At another point, talking about authenticity in relationships, a panelist mentioned the shallow and ill-mannered phenomenon of befriending someone solely in the hopes of converting them. Rather than getting to know you as an individual of value and worth regardless of your belief system, they try to "friendship you into the Kingdom." I'm afraid that Mormons, as members of a missionary faith, are sometimes very susceptible to this temptation, though of course not uniquely so and perhaps not even intentionally. I've witnessed several occasions - and heard of more - when people have been befriended by LDS neighbors or co-workers just long enough for said neighbors or co-workers to discover that these new faces are happy with their own faith and uninterested in getting "dunked" and joining the Church.
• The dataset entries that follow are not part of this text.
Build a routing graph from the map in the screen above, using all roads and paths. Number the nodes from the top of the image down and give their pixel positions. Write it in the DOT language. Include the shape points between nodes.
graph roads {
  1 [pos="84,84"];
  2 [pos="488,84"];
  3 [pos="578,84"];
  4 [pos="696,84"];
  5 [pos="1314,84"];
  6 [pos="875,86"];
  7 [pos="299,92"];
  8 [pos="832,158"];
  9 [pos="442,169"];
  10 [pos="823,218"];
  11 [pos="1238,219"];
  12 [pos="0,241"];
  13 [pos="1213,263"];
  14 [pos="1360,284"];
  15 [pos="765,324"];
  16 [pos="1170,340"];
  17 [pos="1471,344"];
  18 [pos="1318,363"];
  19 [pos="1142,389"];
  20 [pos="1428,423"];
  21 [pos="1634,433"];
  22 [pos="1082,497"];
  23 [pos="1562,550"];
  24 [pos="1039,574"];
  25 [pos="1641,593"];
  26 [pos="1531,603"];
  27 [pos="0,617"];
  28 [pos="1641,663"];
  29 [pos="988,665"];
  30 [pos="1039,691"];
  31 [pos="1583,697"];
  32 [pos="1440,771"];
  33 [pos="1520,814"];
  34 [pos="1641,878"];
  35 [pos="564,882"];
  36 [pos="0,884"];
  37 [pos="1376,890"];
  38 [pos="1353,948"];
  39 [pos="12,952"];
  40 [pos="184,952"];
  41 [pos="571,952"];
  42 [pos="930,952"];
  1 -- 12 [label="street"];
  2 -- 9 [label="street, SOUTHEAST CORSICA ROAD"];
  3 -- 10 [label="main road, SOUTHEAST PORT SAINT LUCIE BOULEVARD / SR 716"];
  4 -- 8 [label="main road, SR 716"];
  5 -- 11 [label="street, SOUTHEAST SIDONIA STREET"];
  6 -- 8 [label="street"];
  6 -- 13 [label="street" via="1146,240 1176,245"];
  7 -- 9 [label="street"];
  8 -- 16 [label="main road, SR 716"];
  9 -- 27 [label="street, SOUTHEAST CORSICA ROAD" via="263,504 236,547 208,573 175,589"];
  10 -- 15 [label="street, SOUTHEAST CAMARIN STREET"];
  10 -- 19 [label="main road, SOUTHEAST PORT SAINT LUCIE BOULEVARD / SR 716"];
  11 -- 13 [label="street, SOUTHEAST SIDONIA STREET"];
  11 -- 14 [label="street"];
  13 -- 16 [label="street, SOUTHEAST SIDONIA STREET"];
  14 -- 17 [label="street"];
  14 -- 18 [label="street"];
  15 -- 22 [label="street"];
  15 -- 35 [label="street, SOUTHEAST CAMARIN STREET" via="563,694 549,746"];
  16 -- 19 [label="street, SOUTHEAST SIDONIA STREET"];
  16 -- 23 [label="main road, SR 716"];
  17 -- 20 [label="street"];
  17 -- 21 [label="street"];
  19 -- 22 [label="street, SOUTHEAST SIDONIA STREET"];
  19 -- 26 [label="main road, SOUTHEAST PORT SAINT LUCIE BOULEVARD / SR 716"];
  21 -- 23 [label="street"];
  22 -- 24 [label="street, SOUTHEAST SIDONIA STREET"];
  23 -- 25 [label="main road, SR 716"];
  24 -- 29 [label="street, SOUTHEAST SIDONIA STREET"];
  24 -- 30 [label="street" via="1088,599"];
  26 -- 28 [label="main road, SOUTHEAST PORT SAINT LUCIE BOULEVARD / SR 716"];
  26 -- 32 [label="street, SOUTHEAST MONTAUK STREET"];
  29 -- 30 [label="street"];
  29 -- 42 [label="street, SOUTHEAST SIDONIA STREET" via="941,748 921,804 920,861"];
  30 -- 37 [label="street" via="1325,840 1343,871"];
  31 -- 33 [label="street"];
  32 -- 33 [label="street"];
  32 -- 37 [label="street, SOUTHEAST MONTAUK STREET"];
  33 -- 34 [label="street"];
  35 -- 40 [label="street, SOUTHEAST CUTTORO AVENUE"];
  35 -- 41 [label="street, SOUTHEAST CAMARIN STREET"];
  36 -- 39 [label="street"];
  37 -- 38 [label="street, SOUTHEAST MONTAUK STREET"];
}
It becomes obvious shortly thereafter that there was an agenda attached to the acquaintance and without the possibility of a notch in the baptism belt, the relationship holds no more interest for the conversion-minded. This is absolutely heart-breaking to me and so counter to how I understand the gospel of Jesus Christ. True, authentic, real friendships don't come with agendas or strings attached or conversion conditions.
The bottom line for me in the whole discussion was this gem offered by a panelist toward the end of our time together: "Relationships mean becoming vulnerable. When we're vulnerable to others, we become vulnerable to God, too." As I've noted before, vulnerability is scary. It opens up not only the possibility of making connections, but the possibility of being hurt as well. But that's what I think we should all be reaching for. Namaste, a common greeting among both Hindus and Buddhists in India, can be translated to mean "The God in me greets the God in you." As we open ourselves to other children of God, to listen and learn from them, we make ourselves more open to God as well.